# [Task description]
Could you restate all of the records exactly, leaving out the pictures?

# [Data shown]
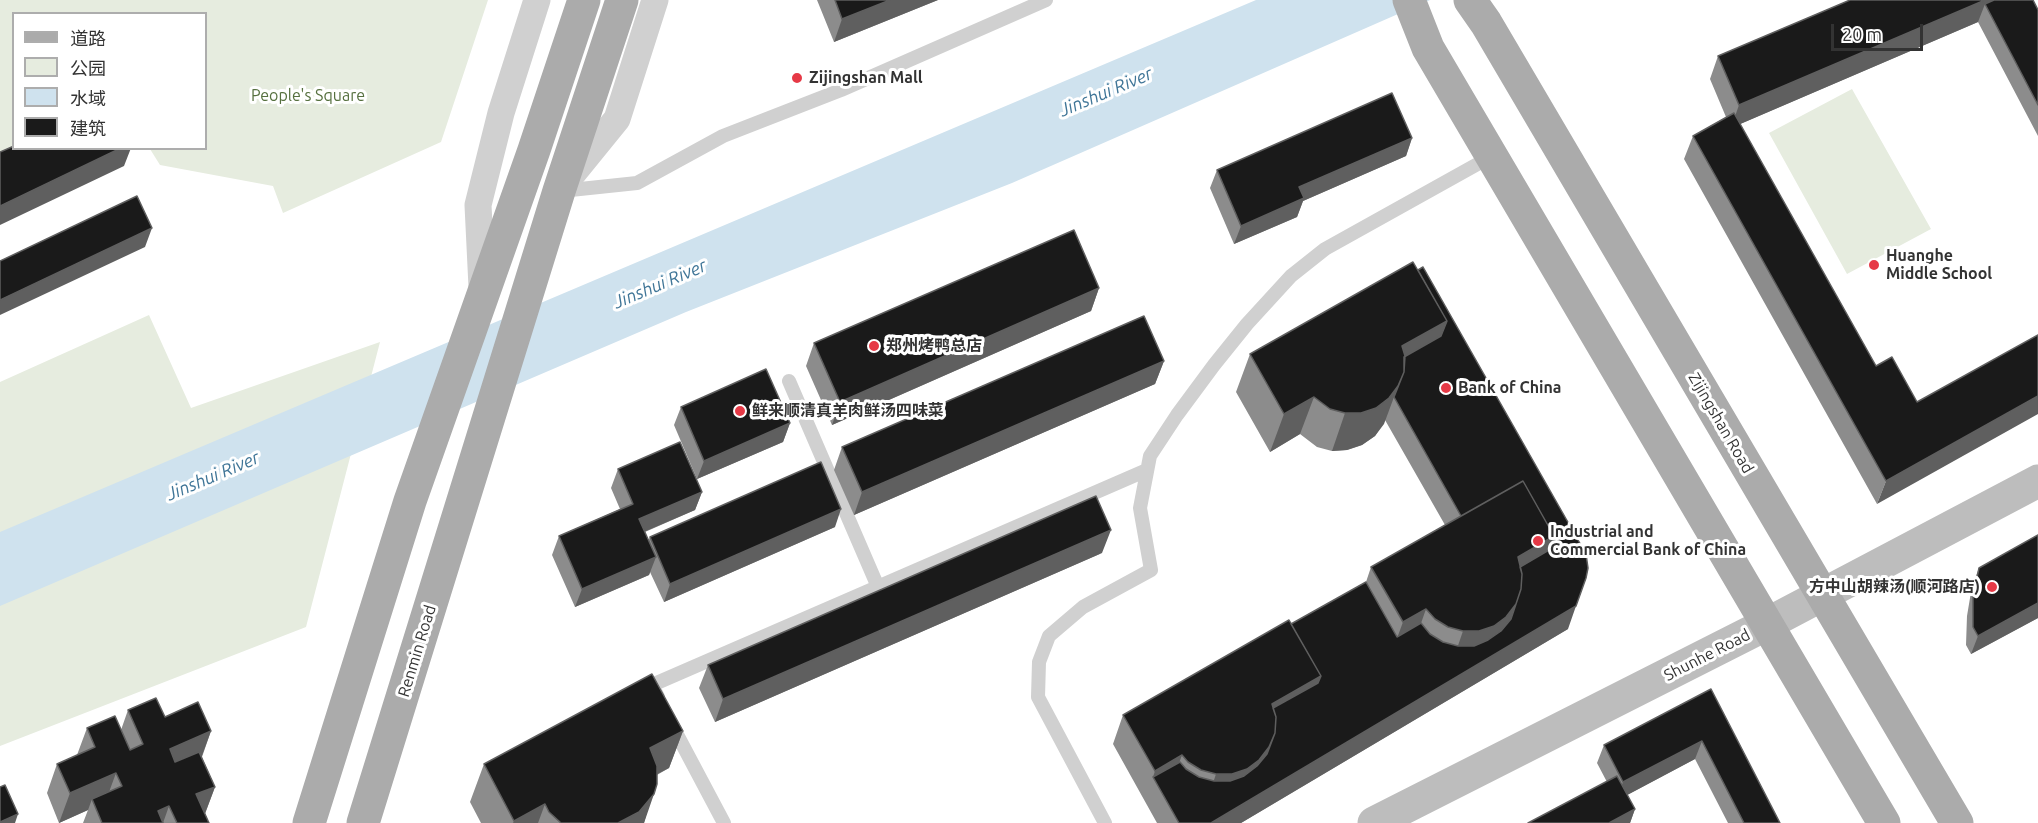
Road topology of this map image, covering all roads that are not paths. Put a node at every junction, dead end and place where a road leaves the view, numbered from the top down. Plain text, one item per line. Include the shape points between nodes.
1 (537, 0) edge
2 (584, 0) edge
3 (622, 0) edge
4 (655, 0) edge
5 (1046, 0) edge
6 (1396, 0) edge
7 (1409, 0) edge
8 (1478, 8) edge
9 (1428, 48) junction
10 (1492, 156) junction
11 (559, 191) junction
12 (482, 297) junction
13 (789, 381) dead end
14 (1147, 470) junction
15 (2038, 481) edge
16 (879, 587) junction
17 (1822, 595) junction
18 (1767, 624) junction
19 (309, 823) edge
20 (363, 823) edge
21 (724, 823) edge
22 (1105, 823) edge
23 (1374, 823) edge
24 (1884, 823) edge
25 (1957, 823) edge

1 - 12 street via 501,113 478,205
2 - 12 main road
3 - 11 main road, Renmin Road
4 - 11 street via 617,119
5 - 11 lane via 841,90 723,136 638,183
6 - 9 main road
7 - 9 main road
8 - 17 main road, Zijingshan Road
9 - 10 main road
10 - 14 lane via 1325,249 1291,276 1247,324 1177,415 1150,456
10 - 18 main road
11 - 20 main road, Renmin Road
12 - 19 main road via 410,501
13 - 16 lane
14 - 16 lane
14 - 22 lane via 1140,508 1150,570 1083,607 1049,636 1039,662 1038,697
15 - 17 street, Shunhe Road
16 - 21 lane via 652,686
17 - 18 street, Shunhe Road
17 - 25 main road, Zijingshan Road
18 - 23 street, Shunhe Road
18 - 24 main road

# [Exercise output]
Road topology of this map image, covering all roads that are not paths. Put a node at every junction, dead end and place where a road leaves the view, numbered from the top down. Plain text, one item per line. Include the shape points between nodes.
1 (537, 0) edge
2 (584, 0) edge
3 (622, 0) edge
4 (655, 0) edge
5 (1046, 0) edge
6 (1396, 0) edge
7 (1409, 0) edge
8 (1478, 8) edge
9 (1428, 48) junction
10 (1492, 156) junction
11 (559, 191) junction
12 (482, 297) junction
13 (789, 381) dead end
14 (1147, 470) junction
15 (2038, 481) edge
16 (879, 587) junction
17 (1822, 595) junction
18 (1767, 624) junction
19 (309, 823) edge
20 (363, 823) edge
21 (724, 823) edge
22 (1105, 823) edge
23 (1374, 823) edge
24 (1884, 823) edge
25 (1957, 823) edge

1 - 12 street via 501,113 478,205
2 - 12 main road
3 - 11 main road, Renmin Road
4 - 11 street via 617,119
5 - 11 lane via 841,90 723,136 638,183
6 - 9 main road
7 - 9 main road
8 - 17 main road, Zijingshan Road
9 - 10 main road
10 - 14 lane via 1325,249 1291,276 1247,324 1177,415 1150,456
10 - 18 main road
11 - 20 main road, Renmin Road
12 - 19 main road via 410,501
13 - 16 lane
14 - 16 lane
14 - 22 lane via 1140,508 1150,570 1083,607 1049,636 1039,662 1038,697
15 - 17 street, Shunhe Road
16 - 21 lane via 652,686
17 - 18 street, Shunhe Road
17 - 25 main road, Zijingshan Road
18 - 23 street, Shunhe Road
18 - 24 main road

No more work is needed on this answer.